▶ PROBLEM STATEMENT
Which lines of the entries contain the word "CINKASSÉ"? Please list them.

[[ PROVIDED RECORDS open ]]

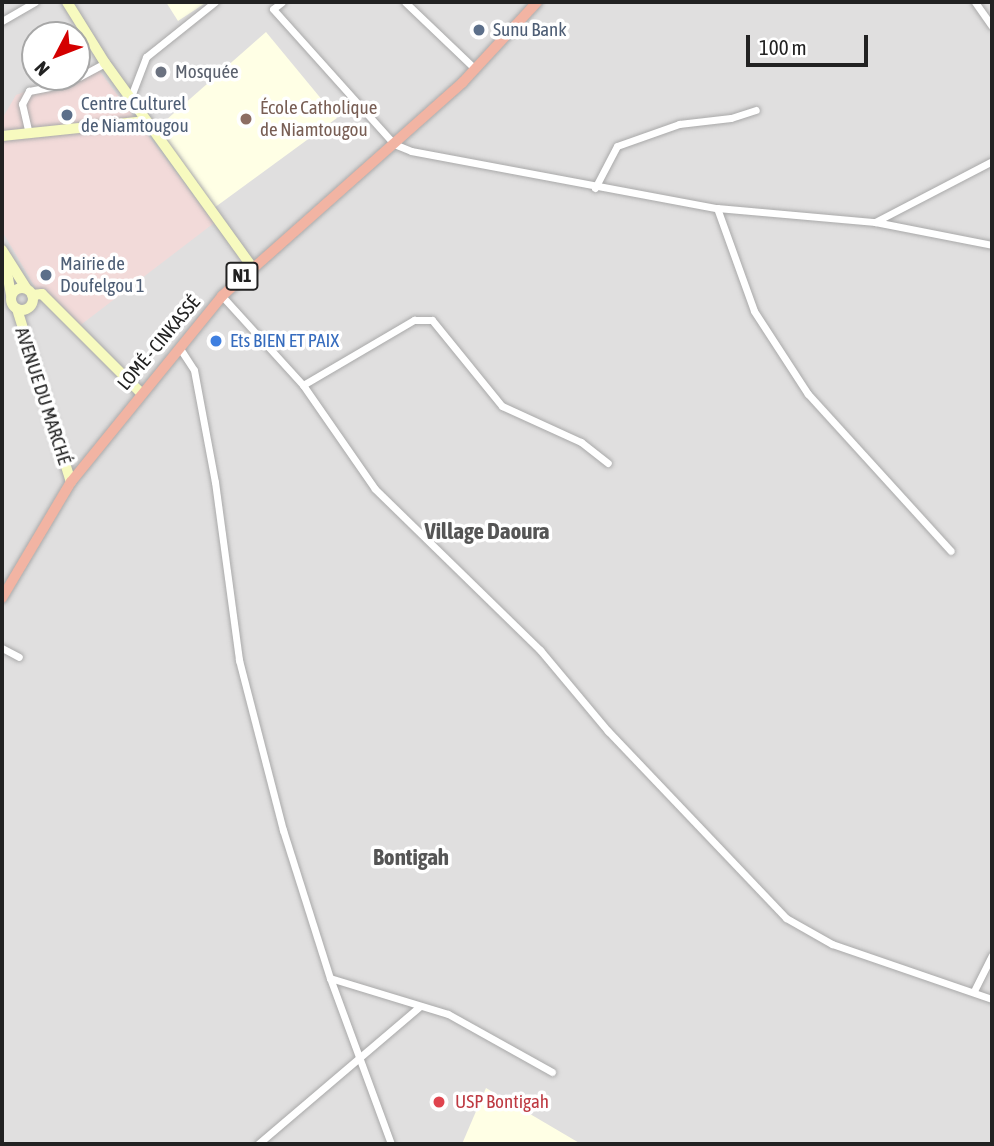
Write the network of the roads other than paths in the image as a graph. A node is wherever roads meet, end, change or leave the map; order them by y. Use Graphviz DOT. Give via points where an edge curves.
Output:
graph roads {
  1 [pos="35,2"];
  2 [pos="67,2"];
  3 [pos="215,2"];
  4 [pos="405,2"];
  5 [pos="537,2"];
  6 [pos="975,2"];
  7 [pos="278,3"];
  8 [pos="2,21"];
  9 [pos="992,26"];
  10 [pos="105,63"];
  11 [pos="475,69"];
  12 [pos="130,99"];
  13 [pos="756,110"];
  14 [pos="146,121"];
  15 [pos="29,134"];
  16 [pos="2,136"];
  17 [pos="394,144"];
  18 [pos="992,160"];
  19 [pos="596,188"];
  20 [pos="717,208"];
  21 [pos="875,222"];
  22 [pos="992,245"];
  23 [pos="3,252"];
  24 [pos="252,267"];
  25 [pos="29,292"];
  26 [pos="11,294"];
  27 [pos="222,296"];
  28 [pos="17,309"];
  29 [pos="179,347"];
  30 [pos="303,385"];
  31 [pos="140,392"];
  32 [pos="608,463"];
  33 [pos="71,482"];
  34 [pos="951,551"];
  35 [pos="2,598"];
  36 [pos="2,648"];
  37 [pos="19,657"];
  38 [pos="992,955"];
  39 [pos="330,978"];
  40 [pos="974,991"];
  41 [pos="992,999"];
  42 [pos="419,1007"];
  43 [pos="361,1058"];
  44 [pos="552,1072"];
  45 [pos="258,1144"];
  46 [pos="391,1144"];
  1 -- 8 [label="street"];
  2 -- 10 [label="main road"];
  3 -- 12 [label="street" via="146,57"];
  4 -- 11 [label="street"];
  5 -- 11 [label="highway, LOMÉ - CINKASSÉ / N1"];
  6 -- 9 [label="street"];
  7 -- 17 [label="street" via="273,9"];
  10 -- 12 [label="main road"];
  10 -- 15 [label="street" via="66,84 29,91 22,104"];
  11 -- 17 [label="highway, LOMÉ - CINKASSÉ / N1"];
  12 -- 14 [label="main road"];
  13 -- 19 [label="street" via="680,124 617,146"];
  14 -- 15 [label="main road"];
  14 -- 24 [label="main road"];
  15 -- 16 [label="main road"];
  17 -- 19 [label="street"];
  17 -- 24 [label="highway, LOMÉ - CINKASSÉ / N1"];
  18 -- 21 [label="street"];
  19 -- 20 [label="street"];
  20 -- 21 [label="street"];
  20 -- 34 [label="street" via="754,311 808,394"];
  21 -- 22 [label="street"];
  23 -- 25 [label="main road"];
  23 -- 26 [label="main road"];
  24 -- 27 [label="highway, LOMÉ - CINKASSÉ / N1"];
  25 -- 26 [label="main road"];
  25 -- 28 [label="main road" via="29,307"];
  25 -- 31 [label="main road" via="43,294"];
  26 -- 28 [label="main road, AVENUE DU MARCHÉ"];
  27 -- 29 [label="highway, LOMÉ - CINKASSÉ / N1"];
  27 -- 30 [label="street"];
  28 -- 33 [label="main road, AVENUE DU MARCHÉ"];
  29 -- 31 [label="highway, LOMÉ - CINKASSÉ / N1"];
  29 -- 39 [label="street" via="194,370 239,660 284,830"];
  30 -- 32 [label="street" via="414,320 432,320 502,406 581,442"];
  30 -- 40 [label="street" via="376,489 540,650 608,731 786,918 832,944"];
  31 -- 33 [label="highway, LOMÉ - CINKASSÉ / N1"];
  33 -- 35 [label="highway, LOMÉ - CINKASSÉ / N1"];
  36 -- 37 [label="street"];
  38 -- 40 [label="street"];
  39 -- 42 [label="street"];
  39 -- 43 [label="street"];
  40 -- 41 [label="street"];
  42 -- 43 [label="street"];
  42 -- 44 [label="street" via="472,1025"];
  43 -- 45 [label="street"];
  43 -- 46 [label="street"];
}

[[ PROVIDED RECORDS closed ]]

▶ WRITTEN SOLUTION
  5 -- 11 [label="highway, LOMÉ - CINKASSÉ / N1"];
  11 -- 17 [label="highway, LOMÉ - CINKASSÉ / N1"];
  17 -- 24 [label="highway, LOMÉ - CINKASSÉ / N1"];
  24 -- 27 [label="highway, LOMÉ - CINKASSÉ / N1"];
  27 -- 29 [label="highway, LOMÉ - CINKASSÉ / N1"];
  29 -- 31 [label="highway, LOMÉ - CINKASSÉ / N1"];
  31 -- 33 [label="highway, LOMÉ - CINKASSÉ / N1"];
  33 -- 35 [label="highway, LOMÉ - CINKASSÉ / N1"];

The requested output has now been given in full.